One of the things that seems surprising to the majority of people who ask me is that we did not find out the gender of BLT. I definitely have thought a lot more this time around about whether we maybe should have found out when we could through the ultrasound, but generally feel that I can be patient and that with so much in life is known, this is a surprise worth keeping.

Their question and my answer that we didn't find out generally leads to a further question, either what would I like to have or what do I think it is going to be. Since it's something I've had to talk about quite a lot recently, I thought I might as well do a post on it in case you're interested.

So...for one thing, the gender is already determined, and therefore in a way the hypothesizing is kind of pointless. Upon the baby's arrival, we will find out. But, in theory here is what I think:

- Like many second-time parents (who don't think they'll be having any more children), I'm assuming, there is definitely an element of hoping for the sex to be different to what we have already. And what we have already in Blake is a sturdy, solid, energetic, no doubt about it - boy. I would be lying if I said that there isn't some part of me that hopes that BLT is a girl. I know how - or I think I know how - boys work, and it would be nice to see what role gender does play in shaping personality. At the moment I am convinced that surely girls cannot be as difficult and unruly as Blake is being (I'm sure I'm wrong, but I just like to think this). There is also the element of comparison and how it would really nice for the second child to perhaps not always be compared to his/her sibling, which I guess might happen more if they are of the same gender. With the thought that so often the second child's milestones seem to be diluted when compared to his/her older siblings', being able to say, "Well, that was the first time I saw my daughter smile", or go to school, or whatever, makes each milestone unique to each child. And as a mother now myself, I think it would be lovely to have a daughter with whom, maybe some years down the road, I can share in so many of the things that make it great to be a woman - like being a bride, and becoming a mother. So, yes, I would love a daughter.

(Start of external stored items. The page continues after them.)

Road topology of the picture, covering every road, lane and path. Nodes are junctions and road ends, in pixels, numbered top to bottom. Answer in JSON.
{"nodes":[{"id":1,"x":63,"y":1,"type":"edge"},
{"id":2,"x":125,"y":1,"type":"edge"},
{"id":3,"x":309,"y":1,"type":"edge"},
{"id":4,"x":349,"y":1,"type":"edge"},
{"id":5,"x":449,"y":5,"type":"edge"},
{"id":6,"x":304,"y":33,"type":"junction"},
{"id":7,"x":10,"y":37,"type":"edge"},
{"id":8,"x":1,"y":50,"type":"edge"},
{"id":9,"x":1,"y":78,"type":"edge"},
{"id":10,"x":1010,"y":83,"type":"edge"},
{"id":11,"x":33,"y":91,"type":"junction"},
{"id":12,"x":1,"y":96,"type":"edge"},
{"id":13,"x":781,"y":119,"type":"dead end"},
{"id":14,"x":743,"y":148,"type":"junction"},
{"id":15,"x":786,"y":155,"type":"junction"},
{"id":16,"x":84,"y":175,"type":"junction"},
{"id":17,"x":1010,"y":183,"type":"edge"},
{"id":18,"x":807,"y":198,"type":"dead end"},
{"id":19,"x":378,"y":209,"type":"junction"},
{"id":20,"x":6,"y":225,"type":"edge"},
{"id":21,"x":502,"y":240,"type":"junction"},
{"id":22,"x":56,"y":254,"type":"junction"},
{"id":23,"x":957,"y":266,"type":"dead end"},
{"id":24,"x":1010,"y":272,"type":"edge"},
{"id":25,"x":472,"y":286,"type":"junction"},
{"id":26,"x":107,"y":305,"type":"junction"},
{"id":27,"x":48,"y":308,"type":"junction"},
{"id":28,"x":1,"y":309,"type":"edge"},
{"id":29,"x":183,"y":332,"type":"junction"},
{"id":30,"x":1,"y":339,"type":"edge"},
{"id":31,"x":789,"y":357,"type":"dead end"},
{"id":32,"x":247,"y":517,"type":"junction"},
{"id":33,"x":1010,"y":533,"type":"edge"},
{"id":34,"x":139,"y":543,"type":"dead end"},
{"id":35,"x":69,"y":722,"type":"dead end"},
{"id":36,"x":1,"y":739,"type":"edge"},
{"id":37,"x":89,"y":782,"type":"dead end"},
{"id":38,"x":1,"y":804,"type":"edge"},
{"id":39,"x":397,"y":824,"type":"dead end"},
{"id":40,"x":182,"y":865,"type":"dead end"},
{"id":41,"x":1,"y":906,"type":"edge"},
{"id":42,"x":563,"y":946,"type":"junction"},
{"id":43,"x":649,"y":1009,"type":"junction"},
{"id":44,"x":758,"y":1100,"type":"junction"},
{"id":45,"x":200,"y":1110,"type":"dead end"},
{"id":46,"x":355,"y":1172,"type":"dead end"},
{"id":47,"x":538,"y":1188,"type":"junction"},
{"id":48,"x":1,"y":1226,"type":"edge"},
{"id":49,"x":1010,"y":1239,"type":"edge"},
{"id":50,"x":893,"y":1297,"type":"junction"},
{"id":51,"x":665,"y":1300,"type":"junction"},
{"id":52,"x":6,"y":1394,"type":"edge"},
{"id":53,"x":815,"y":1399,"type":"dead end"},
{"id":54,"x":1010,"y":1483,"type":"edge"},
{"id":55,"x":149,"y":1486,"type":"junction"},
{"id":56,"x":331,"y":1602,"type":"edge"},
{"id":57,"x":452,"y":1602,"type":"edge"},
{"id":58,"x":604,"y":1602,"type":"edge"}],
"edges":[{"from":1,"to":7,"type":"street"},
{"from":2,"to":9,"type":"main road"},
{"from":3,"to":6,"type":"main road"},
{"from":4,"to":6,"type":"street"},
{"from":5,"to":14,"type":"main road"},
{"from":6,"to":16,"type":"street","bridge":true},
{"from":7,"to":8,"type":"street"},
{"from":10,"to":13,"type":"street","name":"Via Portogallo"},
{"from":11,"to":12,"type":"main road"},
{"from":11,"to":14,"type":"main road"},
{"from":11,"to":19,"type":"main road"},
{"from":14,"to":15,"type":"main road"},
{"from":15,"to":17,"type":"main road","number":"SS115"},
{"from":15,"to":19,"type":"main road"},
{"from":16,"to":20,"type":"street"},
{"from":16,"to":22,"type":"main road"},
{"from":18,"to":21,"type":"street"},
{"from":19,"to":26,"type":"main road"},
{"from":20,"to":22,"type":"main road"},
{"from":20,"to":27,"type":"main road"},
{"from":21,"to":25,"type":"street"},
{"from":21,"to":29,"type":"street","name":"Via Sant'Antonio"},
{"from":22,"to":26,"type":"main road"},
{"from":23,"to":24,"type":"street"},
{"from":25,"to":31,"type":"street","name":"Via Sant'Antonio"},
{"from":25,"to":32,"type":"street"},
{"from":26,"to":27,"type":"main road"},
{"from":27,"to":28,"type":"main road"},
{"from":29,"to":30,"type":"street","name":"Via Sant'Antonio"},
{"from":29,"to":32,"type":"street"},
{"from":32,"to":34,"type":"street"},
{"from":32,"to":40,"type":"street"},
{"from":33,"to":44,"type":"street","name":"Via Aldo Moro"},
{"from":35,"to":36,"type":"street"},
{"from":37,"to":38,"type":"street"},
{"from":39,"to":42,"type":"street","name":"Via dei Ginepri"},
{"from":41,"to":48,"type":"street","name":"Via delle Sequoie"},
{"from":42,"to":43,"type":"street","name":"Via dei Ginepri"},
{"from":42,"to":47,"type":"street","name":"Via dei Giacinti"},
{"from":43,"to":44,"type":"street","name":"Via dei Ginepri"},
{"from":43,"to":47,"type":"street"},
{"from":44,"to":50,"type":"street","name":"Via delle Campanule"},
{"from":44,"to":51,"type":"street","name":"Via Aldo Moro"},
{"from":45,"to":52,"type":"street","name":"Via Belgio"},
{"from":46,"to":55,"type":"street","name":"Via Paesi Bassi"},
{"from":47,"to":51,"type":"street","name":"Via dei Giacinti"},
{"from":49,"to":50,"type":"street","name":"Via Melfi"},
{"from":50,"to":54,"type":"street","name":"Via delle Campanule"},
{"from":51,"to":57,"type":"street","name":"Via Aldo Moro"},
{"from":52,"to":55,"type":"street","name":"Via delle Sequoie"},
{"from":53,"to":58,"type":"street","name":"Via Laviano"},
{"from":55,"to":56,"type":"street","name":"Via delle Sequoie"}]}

- The good news is that I don't think I will be upset if BLT is a boy, which really I am preparing for and have told myself all along that I should expect. My pregnancies have been very similar in terms of lack of sickness and the way I've felt (a male colleague of mine said that his wife who is pregnant with their second has felt really ill, and he thinks they're going to have a girl "because girls make you sick!"). The way I'm carrying this baby seems much the same as with Blake, and the lady who comes around our office selling sandwiches looked at me today and say it's a boy based on my protruding bump as opposed to full-on spread. Regardless, the advantages of a boy are there: as I said, I think I know what to expect with boys. Of course, BLT and Blake are different children, so it's not like there are any guarantees that they will be even similar in terms of looks, personalities, traits, etc. As we sorted through about 17,000 articles of Blake's clothes last week, I saw a clear advantage to having a boy in terms of having a lot of clothing and things we can use again. They would also perhaps be more inclined to play together better and be able to do and share similar things as they grow up (not that this couldn't happen as well if it's a girl), and above all, I think I'm a good mother of boys - given my love of sports and my loathing of fashion. Part of me fears what would happen if it came to me to help dress a little girl BLT throughout the years, or advise her through those turbulent teenage girl years.

And so, we wait and see, which means I'm likely still to get questions in the run-up about what I'm thinking re: gender. But the main beauty of it all is that whether we end up with a Baby Boy Lyons or a Baby Girl Lyons, he or she will still be wonderful. And that, really, is all that matters.